The following queues are currently available for users:

QueueWall Clock LimitMax #ProcessorsMax Memory
debug(1)30 mins24256 Gbytes
standard50 hours2561.5 Tbytes
long200 hours1281.5 Tbytes
dedicated(2)200 hours5043 Tbytes

(1) Jobs in the debug queue may run either on the login node or on the compute nodes. Jobs that run on the Cobalt login node do so in a way that does not conflict with the interactive login resources.
(2) Queue available by special request. Please send email to consult@ncsa.uiuc.edu to request access.

Note: For best performance, the machine has been configured to reserve 8 processors to protect operating system and other system processes. So it is strongly recommended to specify a maximum of 504 processors for jobs in the dedicated queue.

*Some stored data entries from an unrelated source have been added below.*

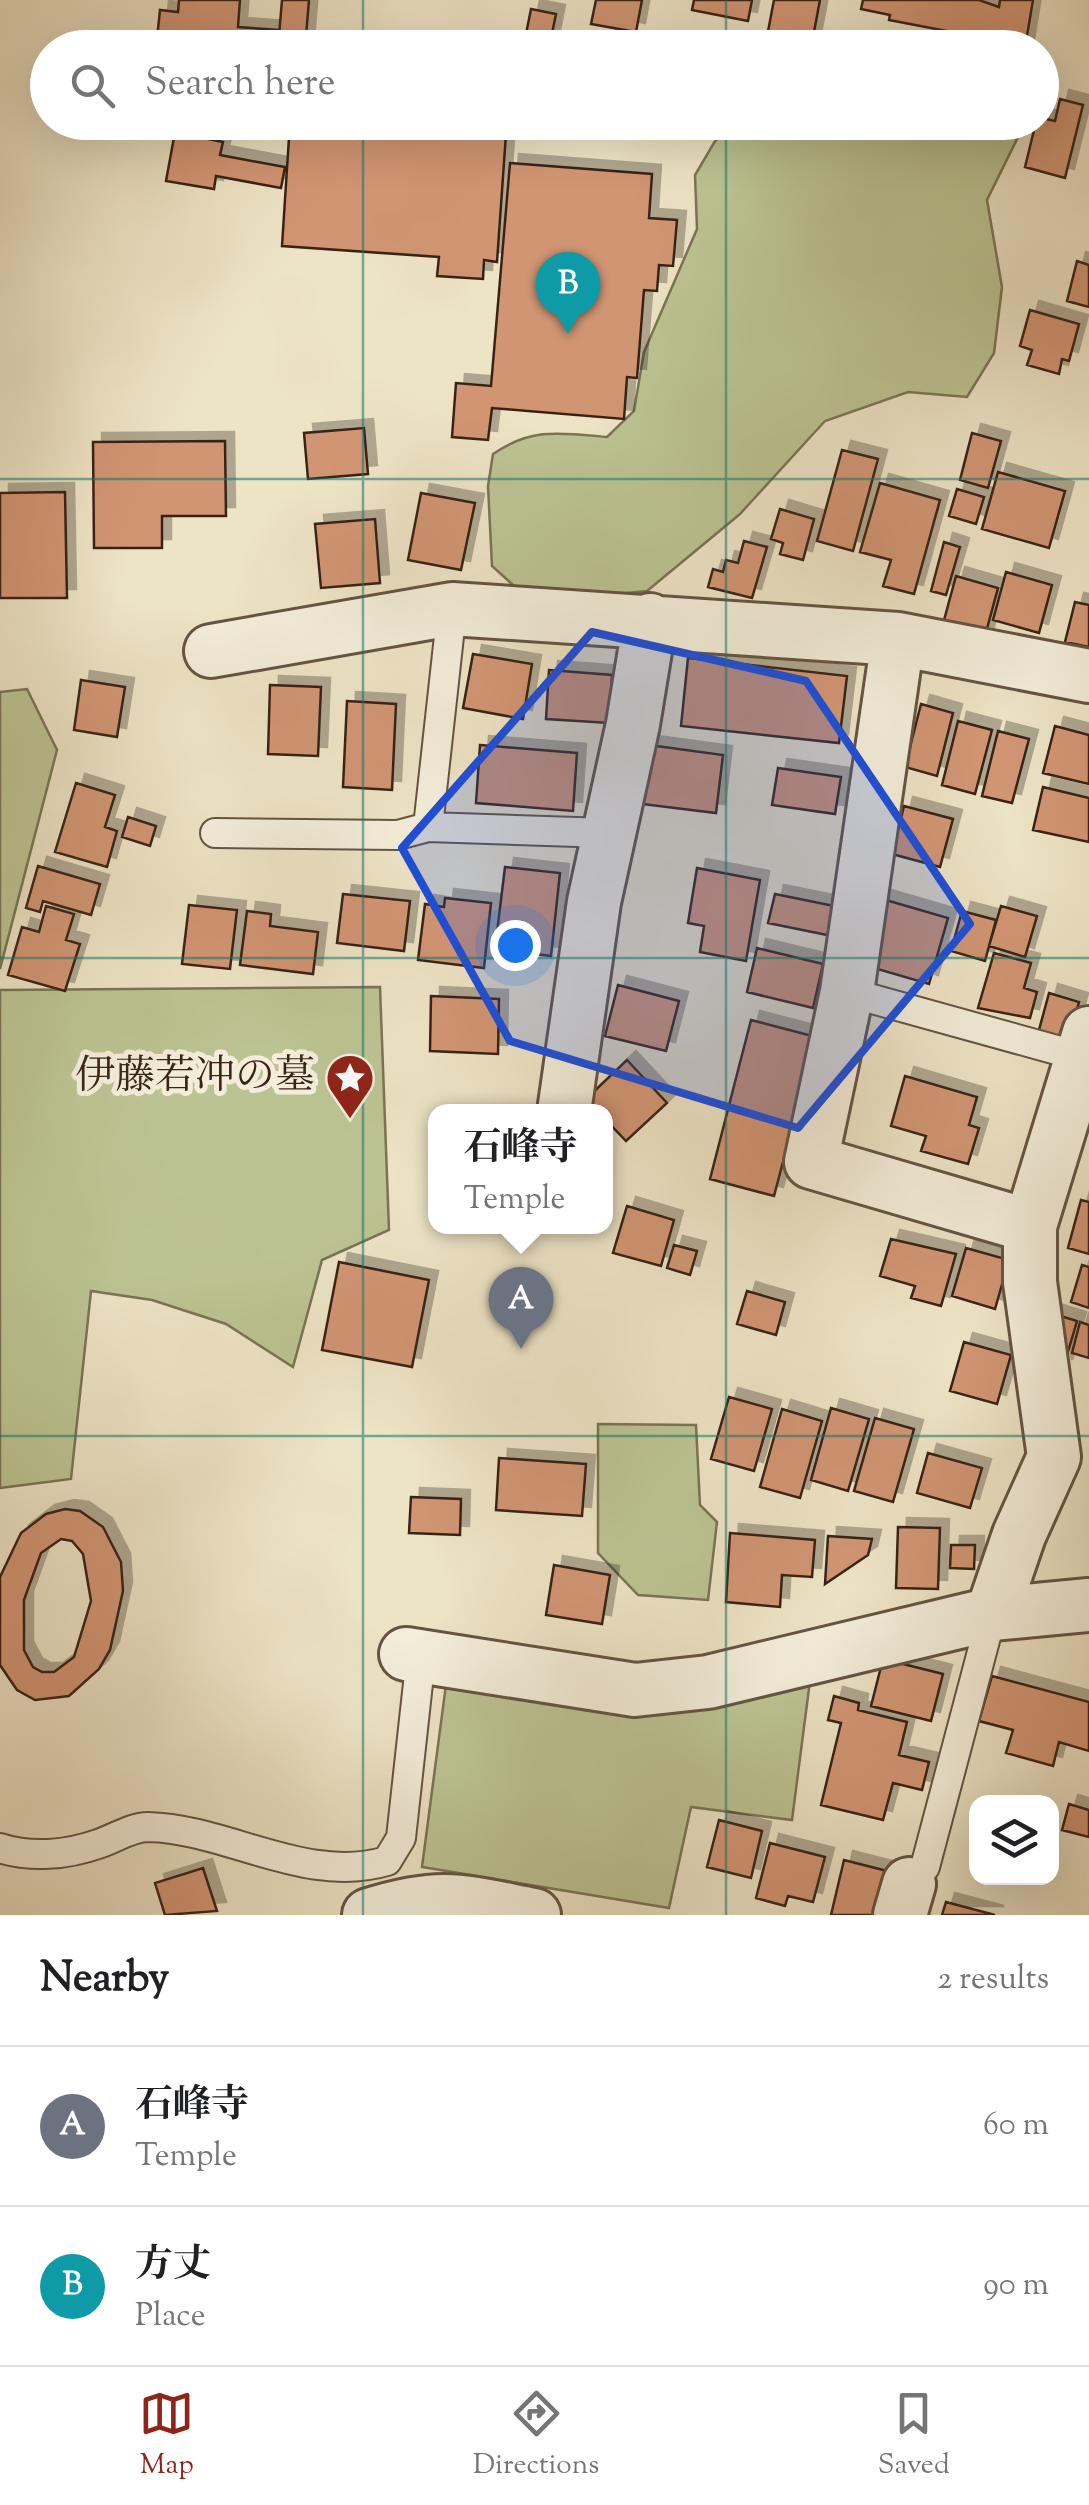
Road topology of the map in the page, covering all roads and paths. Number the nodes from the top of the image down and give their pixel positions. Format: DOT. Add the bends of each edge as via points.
graph roads {
  1 [pos="452,609"];
  2 [pos="650,620"];
  3 [pos="898,639"];
  4 [pos="211,652"];
  5 [pos="1089,676"];
  6 [pos="428,828"];
  7 [pos="607,832"];
  8 [pos="215,833"];
  9 [pos="847,992"];
  10 [pos="1085,1045"];
  11 [pos="565,1104"];
  12 [pos="1030,1226"];
  13 [pos="1072,1463"];
  14 [pos="1089,1605"];
  15 [pos="992,1614"];
  16 [pos="414,1655"];
  17 [pos="0,1848"];
  18 [pos="904,1899"];
  19 [pos="369,1915"];
  20 [pos="534,1915"];
  1 -- 2 [label="street"];
  1 -- 4 [label="street"];
  1 -- 6 [label="lane"];
  2 -- 3 [label="street"];
  2 -- 7 [label="street"];
  3 -- 5 [label="street"];
  3 -- 9 [label="street"];
  6 -- 7 [label="lane"];
  6 -- 8 [label="lane" via="398,835"];
  7 -- 11 [label="street"];
  9 -- 10 [label="lane"];
  9 -- 12 [label="street" via="811,1162"];
  10 -- 12 [label="street"];
  12 -- 13 [label="street" via="1030,1282"];
  13 -- 15 [label="street" via="1019,1534"];
  14 -- 15 [label="street"];
  15 -- 16 [label="street" via="708,1682 634,1690"];
  15 -- 18 [label="lane" via="925,1867"];
  16 -- 17 [label="lane" via="401,1838 387,1861 362,1868 282,1860 180,1830 142,1826 55,1854"];
  19 -- 20 [label="street" via="418,1899 449,1898"];
}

Jobs in the dedicated queue will be charged for all CPUs on the host regardless of how many processors the job uses.

4. Batch Commands

Below are brief descriptions of the useful batch commands. For more detailed information, refer to the individual man pages or the PBS Users' Guide.

4.1. qsub

The qsub command is used to submit a batch job to a queue. All options to qsub can be specified either on the command line or as a line in a script (known as an embedded option). Command line options have precedence over embedded options. Scripts can be submitted using

qsub [list of qsub options] script_name

The main qsub options are listed below. The sample batch script illustrates qsub usage and options. Also see the qsub man page for other options.

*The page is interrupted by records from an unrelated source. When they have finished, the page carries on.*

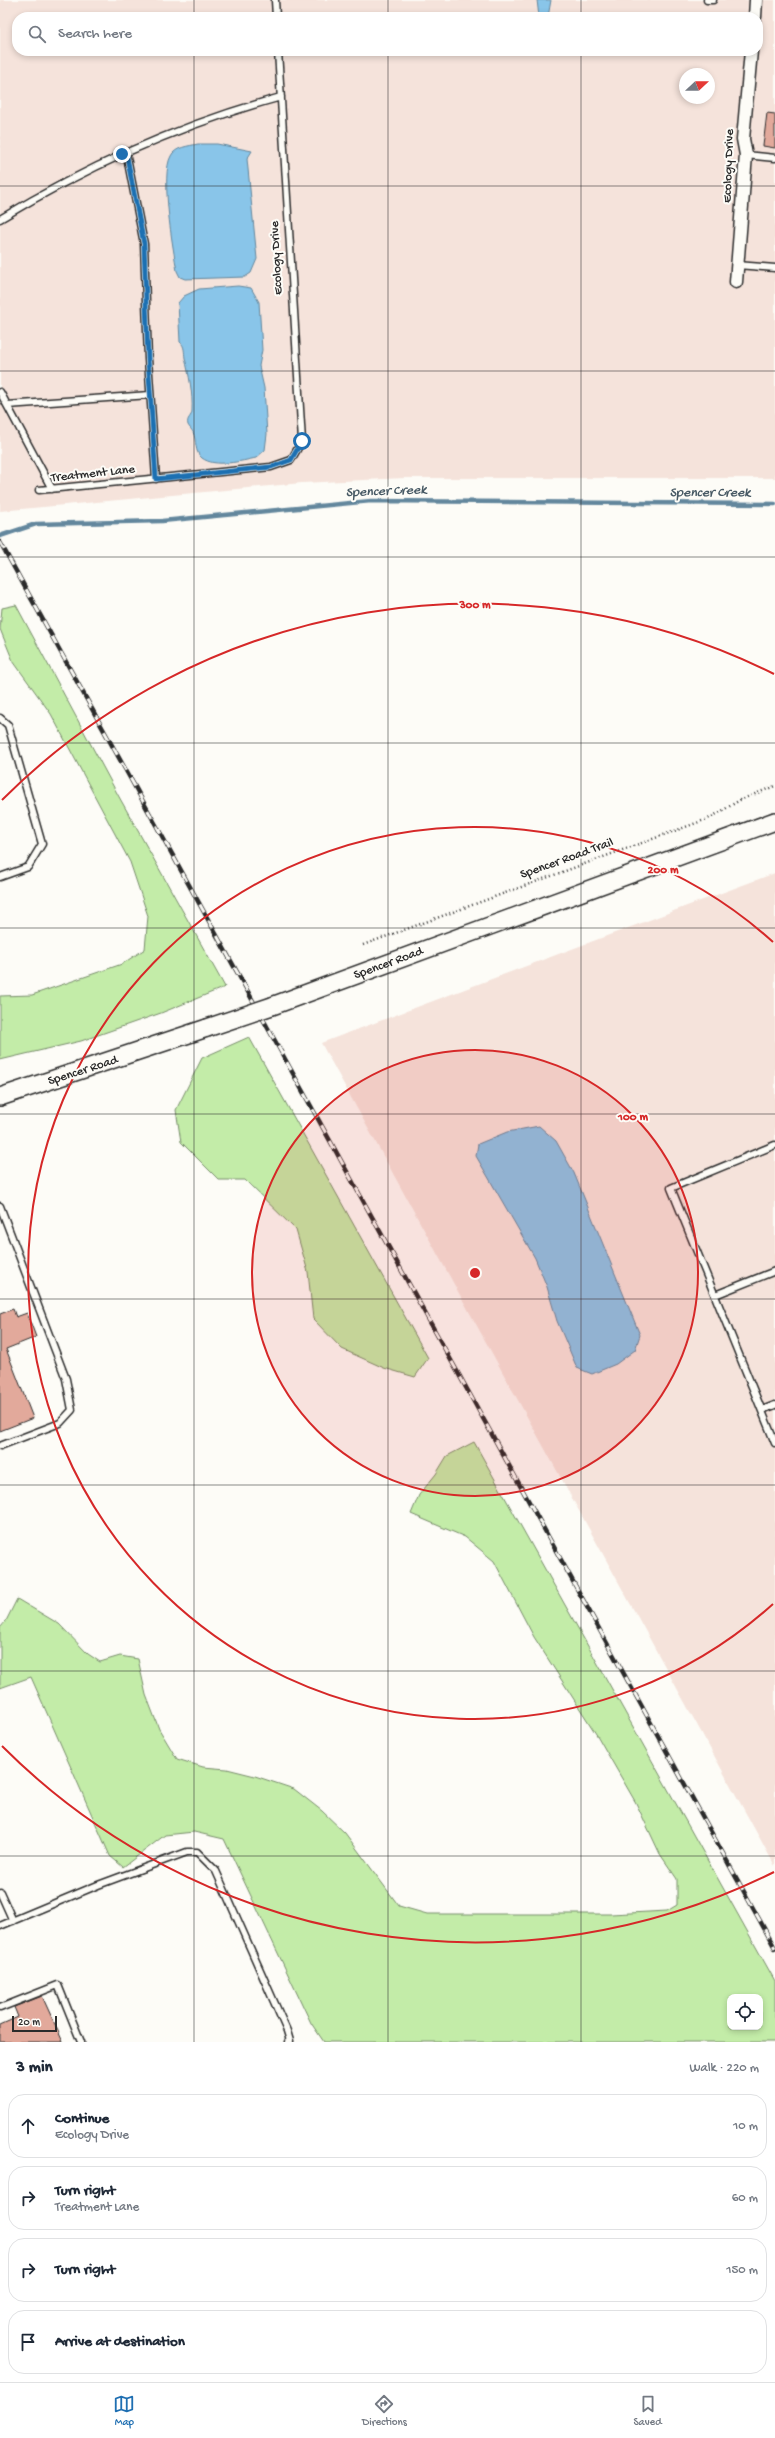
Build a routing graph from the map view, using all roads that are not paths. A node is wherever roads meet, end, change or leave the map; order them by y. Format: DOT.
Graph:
graph roads {
  1 [pos="275,0"];
  2 [pos="707,0"];
  3 [pos="713,0"];
  4 [pos="756,0"];
  5 [pos="276,12"];
  6 [pos="755,12"];
  7 [pos="278,56"];
  8 [pos="751,56"];
  9 [pos="281,97"];
  10 [pos="126,152"];
  11 [pos="746,155"];
  12 [pos="775,158"];
  13 [pos="0,219"];
  14 [pos="737,265"];
  15 [pos="775,268"];
  16 [pos="736,282"];
  17 [pos="0,392"];
  18 [pos="150,395"];
  19 [pos="7,405"];
  20 [pos="291,460"];
  21 [pos="156,479"];
  22 [pos="52,489"];
  23 [pos="39,490"];
  24 [pos="0,718"];
  25 [pos="775,821"];
  26 [pos="0,877"];
  27 [pos="0,1097"];
  28 [pos="775,1146"];
  29 [pos="0,1206"];
  30 [pos="775,1271"];
  31 [pos="715,1295"];
  32 [pos="775,1405"];
  33 [pos="762,1410"];
  34 [pos="775,1443"];
  35 [pos="0,1446"];
  36 [pos="0,1892"];
  37 [pos="13,1921"];
  38 [pos="0,1926"];
  39 [pos="0,2008"];
  40 [pos="81,2042"];
  41 [pos="288,2042"];
  1 -- 5 [label="lane"];
  2 -- 3 [label="lane"];
  4 -- 6 [label="street"];
  7 -- 9 [label="lane, Ecology Drive"];
  8 -- 11 [label="street, Ecology Drive"];
  9 -- 10 [label="lane"];
  9 -- 20 [label="lane, Ecology Drive"];
  10 -- 13 [label="lane"];
  10 -- 18 [label="lane"];
  11 -- 12 [label="lane"];
  11 -- 14 [label="street, Ecology Drive"];
  14 -- 15 [label="lane"];
  14 -- 16 [label="street, Ecology Drive"];
  17 -- 19 [label="lane"];
  18 -- 19 [label="lane"];
  18 -- 21 [label="lane"];
  19 -- 22 [label="lane"];
  20 -- 21 [label="lane, Treatment Lane"];
  21 -- 22 [label="lane, Treatment Lane"];
  22 -- 23 [label="lane, Treatment Lane"];
  24 -- 26 [label="lane"];
  25 -- 27 [label="main road, Spencer Road, bridge"];
  28 -- 31 [label="lane"];
  29 -- 35 [label="lane"];
  30 -- 31 [label="lane"];
  31 -- 33 [label="lane"];
  32 -- 33 [label="lane"];
  33 -- 34 [label="lane"];
  36 -- 37 [label="lane"];
  37 -- 38 [label="lane"];
  37 -- 41 [label="lane"];
  39 -- 40 [label="lane"];
}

  • -l resource-list: specifies resource limits. The resource_list argument is of the form:
    resource_name[=[value]][:resource_name[=[value]]:...]:resource
    

    The resource_names required are:

    walltime: maximum wall clock time (hh:mm:ss) [default: 10 mins]
    ncpus: the number of processors to use.
    mem: the total memory required for the job (all processors).

    It is important to provide an accurate estimate of the memory requirement because of the way the batch system allocates memory and processors.

    Note: The memory specification for your job will be enforced so your job must run within the requested memory. Jobs will be terminated if they exceed their memory request. See also: Checking memory use

    Example:
    #PBS -l walltime=00:30:00 -l ncpus=8 -l mem=16gb
    

    A resource named altix4700 is available to specify that jobs run on the SGI Altix 4700 (co-compute3) when desired. Add the following qsub option to your batch script:
    #PBS -l altix4700=true
    

  • -q queue_name: specify queue name.[default: standard]

  • -N jobname: specifies the job name.

  • -o out_file: store the standard output of the job to file out_file. [default :<jobname>.o<PBS_JOBID>]

  • -j oe: merge standard output and standard error into standard output file.

  • -k oe: place standard output and standard error files in your $HOME directory. The filenames will be of the form <jobname>.o<PBS_JOBID> and <jobname>.e<PBS_JOBID> respectively. If this option is used in conjunction with -j oe, standard output and standard error are combined into standard output file. The -k option overrides the -o option.

  • -V: export all your environment variables to the batch job.

  • -m be: send mail at the begining and end of a job.

  • -A psn: charge your job to a specific project (PSN). (for users on more than one PSN)

4.1.1 qsub -I

The -I option tells qsub you want to run an interactive job. You can also use other qsub options such as those documented in the batch sample scripts (/usr/local/doc/pbs/samples/). For example, the following command:

   qsub -I -V -l walltime=00:30:00,ncpus=8,mem=8gb

will run an interactive job with a wall clock limit of 30 minutes, using 8 processors and 8 gigabytes of memory.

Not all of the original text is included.